### Task description
Check every line of the data for the string "above" and copy the ones that have it.

### Provided data
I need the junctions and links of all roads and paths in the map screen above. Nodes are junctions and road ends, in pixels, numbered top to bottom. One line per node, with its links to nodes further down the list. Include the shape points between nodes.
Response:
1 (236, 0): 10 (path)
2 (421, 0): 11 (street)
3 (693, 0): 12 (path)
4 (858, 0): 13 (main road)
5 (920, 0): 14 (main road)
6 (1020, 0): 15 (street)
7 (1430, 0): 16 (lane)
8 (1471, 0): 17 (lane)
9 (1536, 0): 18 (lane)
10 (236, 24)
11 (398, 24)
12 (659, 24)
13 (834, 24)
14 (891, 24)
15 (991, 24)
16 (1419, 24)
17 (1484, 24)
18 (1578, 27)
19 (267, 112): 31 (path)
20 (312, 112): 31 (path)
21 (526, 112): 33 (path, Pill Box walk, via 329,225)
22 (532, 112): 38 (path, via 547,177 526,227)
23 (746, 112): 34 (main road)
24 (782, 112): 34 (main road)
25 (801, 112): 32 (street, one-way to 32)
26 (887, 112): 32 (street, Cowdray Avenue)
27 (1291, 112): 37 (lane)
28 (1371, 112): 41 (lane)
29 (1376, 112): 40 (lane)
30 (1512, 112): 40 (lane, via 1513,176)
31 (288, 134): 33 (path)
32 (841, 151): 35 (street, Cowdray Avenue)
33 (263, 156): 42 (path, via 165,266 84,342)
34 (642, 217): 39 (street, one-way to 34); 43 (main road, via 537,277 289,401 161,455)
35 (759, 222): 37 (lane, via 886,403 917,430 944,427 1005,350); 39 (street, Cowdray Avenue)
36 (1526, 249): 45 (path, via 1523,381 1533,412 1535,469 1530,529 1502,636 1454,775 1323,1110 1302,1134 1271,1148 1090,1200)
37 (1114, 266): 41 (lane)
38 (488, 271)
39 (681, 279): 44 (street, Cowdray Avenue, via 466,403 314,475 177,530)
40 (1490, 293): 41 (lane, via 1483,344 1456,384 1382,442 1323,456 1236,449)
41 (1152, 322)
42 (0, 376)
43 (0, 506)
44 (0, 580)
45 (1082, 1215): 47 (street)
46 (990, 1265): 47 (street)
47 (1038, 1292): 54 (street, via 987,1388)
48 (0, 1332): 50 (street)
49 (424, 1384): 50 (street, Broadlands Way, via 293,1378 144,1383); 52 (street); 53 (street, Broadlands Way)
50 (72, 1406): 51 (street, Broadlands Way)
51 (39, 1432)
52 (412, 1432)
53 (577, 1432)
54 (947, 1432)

...

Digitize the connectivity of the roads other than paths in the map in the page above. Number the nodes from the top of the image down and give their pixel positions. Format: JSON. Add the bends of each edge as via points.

### Solution to the problem
I need the junctions and links of all roads and paths in the map screen above. Nodes are junctions and road ends, in pixels, numbered top to bottom. One line per node, with its links to nodes further down the list. Include the shape points between nodes.
Digitize the connectivity of the roads other than paths in the map in the page above. Number the nodes from the top of the image down and give their pixel positions. Format: JSON. Add the bends of each edge as via points.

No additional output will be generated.